The result of this algorithm will be presented at the end of the notebook. 📝

4.1 Key Points¶

Prediction problem is randomly generated. This involves 2 NNs, fixed target network sets the prediction problem (find an embedding $f(O)$ for an observation) and predictor network trained on data collected (with the task to predict $\hat{f}(O)$) from the agent, minimizing MSE Loss $\text{MSE} = \| \hat{f}(x; \theta) - f(x) \|^{2}_2$.
Prediction error is expected to be higher in novel state (suprise state) that the agent is not familiar with.
$R=R_E+R_I$, thus, $V=V_E+V_I$.
Reward and Observation Normalization.

4.2 Models¶

4.2.1 RND Models¶

class RNDModel(nn.Module):
    def __init__(self, input_size, output_size):
        super().__init__()

        self.input_size = input_size
        self.output_size = output_size

        feature_output = 7 * 7 * 64

        # Prediction network
        self.predictor = nn.Sequential(
            layer_init(nn.Conv2d(in_channels=1, out_channels=32, kernel_size=8, stride=4)),
            nn.LeakyReLU(),
            layer_init(nn.Conv2d(in_channels=32, out_channels=64, kernel_size=4, stride=2)),
            nn.LeakyReLU(),
            layer_init(nn.Conv2d(in_channels=64, out_channels=64, kernel_size=3, stride=1)),
            nn.LeakyReLU(),
            nn.Flatten(),
            layer_init(nn.Linear(feature_output, 512)),
            nn.ReLU(),
            layer_init(nn.Linear(512, 512)),
            nn.ReLU(),
            layer_init(nn.Linear(512, 512)),
        )

        # Target network
        self.target = nn.Sequential(
            layer_init(nn.Conv2d(in_channels=1, out_channels=32, kernel_size=8, stride=4)),
            nn.LeakyReLU(),
            layer_init(nn.Conv2d(in_channels=32, out_channels=64, kernel_size=4, stride=2)),
            nn.LeakyReLU(),
            layer_init(nn.Conv2d(in_channels=64, out_channels=64, kernel_size=3, stride=1)),
            nn.LeakyReLU(),
            nn.Flatten(),
            layer_init(nn.Linear(feature_output, 512)),
        )

        # fixed the target network params
        for param in self.target.parameters():
            param.requires_grad = False

    def forward(self, next_obs):
        target_feature = self.target(next_obs)
        predict_feature = self.predictor(next_obs)
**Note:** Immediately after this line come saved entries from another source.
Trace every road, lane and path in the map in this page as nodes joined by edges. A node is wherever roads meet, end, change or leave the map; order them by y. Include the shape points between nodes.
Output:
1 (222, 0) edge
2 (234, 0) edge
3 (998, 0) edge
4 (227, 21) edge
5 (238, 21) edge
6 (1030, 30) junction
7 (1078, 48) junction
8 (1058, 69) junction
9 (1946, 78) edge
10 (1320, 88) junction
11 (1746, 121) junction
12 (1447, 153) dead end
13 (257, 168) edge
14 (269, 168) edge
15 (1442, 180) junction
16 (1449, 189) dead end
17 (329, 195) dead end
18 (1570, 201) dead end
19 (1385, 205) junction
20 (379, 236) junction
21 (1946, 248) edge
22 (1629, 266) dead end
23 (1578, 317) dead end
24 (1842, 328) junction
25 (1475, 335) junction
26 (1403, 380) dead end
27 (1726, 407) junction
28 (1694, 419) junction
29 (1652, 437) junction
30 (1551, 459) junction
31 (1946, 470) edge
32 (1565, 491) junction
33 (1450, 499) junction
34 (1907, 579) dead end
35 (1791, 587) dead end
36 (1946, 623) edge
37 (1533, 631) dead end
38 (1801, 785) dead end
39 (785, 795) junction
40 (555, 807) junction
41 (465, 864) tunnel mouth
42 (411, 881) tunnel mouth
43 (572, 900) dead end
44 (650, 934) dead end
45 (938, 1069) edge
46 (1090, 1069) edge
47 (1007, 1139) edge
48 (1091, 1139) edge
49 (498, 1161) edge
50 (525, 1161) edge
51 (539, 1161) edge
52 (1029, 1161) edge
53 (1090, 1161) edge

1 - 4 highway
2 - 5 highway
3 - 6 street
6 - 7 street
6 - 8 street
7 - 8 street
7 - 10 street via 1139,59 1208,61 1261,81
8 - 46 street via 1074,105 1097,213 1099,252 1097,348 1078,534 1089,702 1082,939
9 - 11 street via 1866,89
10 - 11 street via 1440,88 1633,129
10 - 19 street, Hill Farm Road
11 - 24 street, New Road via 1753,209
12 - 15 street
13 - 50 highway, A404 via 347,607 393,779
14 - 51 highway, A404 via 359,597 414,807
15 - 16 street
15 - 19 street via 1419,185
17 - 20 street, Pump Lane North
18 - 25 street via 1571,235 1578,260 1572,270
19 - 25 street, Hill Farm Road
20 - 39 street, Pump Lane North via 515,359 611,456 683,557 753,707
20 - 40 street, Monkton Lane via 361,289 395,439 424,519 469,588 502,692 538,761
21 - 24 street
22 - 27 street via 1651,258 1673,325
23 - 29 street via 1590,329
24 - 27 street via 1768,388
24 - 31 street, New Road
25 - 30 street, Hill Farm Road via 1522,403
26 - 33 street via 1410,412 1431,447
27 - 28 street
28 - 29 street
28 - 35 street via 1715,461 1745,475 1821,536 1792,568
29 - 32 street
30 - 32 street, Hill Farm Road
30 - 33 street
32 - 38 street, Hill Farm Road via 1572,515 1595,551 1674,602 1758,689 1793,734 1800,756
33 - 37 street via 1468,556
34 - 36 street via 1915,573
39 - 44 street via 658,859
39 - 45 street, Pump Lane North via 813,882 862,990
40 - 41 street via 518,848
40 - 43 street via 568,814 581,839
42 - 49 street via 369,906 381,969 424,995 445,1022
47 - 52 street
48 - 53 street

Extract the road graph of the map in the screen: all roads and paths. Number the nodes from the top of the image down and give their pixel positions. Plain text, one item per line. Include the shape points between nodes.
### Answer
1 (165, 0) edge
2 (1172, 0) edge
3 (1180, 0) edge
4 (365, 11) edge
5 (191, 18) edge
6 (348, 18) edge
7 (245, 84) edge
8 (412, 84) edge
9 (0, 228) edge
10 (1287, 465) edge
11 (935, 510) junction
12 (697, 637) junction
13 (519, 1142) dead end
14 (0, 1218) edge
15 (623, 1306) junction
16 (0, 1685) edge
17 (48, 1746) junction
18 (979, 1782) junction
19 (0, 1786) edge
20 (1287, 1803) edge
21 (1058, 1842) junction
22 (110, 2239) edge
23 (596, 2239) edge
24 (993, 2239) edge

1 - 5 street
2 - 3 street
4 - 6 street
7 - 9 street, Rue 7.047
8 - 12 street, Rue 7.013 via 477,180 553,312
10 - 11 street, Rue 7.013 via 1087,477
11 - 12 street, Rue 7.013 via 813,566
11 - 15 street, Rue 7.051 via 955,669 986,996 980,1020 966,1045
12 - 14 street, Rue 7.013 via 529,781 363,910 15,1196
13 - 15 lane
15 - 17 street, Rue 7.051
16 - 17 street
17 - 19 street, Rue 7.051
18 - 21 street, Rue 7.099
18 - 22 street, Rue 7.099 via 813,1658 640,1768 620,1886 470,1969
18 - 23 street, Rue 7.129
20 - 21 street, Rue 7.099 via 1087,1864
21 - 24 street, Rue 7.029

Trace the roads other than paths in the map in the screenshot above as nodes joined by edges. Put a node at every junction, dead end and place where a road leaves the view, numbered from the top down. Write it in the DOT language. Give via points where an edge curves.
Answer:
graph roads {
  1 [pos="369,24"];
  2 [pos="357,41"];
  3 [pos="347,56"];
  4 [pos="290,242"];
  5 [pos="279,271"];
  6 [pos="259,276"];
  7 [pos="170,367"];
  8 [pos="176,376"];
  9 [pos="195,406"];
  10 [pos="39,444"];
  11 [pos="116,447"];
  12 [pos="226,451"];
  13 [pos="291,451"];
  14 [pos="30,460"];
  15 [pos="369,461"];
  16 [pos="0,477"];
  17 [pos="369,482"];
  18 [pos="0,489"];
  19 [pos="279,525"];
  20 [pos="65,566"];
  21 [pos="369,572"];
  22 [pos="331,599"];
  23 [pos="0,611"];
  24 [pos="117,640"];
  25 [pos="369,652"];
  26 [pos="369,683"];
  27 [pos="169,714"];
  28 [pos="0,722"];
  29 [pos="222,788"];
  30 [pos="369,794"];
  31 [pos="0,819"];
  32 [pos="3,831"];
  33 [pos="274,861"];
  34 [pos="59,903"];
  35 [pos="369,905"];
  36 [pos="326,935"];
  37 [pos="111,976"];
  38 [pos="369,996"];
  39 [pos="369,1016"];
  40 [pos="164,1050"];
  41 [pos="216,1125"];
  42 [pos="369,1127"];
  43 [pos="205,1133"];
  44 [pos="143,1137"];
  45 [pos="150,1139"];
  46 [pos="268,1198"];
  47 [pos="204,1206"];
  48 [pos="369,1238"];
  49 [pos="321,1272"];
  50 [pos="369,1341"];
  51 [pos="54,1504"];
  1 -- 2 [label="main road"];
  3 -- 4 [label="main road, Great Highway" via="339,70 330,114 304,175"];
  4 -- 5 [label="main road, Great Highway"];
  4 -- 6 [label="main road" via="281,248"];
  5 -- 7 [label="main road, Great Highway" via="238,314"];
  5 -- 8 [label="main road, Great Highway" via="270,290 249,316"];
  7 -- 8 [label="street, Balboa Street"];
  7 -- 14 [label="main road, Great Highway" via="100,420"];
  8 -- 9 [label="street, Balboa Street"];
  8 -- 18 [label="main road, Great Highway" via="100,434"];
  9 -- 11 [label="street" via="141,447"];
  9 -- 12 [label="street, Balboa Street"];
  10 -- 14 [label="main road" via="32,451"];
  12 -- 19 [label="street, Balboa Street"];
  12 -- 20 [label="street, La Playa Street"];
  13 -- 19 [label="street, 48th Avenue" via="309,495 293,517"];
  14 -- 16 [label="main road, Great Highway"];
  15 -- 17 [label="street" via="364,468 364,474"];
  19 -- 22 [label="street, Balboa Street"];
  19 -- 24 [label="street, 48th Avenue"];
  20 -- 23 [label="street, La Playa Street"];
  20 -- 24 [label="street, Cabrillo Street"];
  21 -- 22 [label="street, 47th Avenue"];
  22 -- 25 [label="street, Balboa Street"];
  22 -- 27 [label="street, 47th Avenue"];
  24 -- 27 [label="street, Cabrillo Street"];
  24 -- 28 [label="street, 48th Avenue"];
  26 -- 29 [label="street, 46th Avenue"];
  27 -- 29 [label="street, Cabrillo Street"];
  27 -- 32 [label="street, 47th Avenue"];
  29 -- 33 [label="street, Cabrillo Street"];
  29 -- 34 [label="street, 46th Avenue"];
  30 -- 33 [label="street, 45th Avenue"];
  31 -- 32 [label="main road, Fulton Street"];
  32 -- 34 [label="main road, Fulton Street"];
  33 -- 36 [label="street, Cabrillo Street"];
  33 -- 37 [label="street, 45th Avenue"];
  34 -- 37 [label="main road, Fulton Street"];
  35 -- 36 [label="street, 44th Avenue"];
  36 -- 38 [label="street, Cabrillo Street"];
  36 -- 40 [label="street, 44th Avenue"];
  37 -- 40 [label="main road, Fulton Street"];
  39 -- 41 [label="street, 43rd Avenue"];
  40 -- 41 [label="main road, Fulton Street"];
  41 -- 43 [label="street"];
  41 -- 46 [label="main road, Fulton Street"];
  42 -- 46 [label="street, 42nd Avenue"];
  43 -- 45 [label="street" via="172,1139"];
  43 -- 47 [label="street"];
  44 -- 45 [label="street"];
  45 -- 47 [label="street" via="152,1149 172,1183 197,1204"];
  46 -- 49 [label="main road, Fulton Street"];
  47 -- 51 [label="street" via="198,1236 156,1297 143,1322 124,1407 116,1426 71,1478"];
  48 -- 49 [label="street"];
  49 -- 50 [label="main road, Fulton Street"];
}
        return predict_feature, target_feature

class MovingSumOfReward:
    def __init__(self, gamma):
        self.moving_sum_of_reward = None
        self.gamma = gamma

    def update(self, rews):
        if self.moving_sum_of_reward is None:
            self.moving_sum_of_reward = rews
        else:
            self.moving_sum_of_reward = self.moving_sum_of_reward * self.gamma + rews
        return self.moving_sum_of_reward

4.2.2 Main Training Loop¶

env_id = params["env_id"]
exp_name = params["exp_name"]
seed = params["seed"]
run_name = f"{env_id}__{exp_name}__{seed}__{int(time.time())}"

envs = envpool.make(
    params["env_id"],
    env_type="gym",
    num_envs=params["num_envs"],
    episodic_life=True,
    reward_clip=True,
    seed=params["seed"],
    repeat_action_probability=0.25,
)

envs.num_envs = params["num_envs"]
envs.single_action_space = envs.action_space
print(f"The action space of the environment is {envs.single_action_space}")
envs.single_observation_space = envs.observation_space
print(f"The observation space of the environment is {envs.single_observation_space}")

envs = RecordEpisodeStatistics(envs)
assert isinstance(envs.action_space, gym.spaces.Discrete), "only discrete action space is supported"

The action space of the environment is Discrete(4)
The observation space of the environment is Box(0, 255, (4, 84, 84), uint8)

# Set up agent and model
Agent = PPOAgent(envs, use_int_rews=True).to(device)
rnd_model = RNDModel(4, envs.single_action_space.n).to(device)
combined_parameters = list(Agent.parameters()) + list(rnd_model.predictor.parameters())
optimizer = optim.Adam(
    combined_parameters,
    lr=params["learning_rate"],
    eps=1e-5,
)

rew_runnning_mean_std = RunningMeanStd()
obs_runnning_mean_std = RunningMeanStd(shape=(1, 1, 84, 84))            # normalizing observation
discounted_reward = MovingSumOfReward(params["int_gamma"])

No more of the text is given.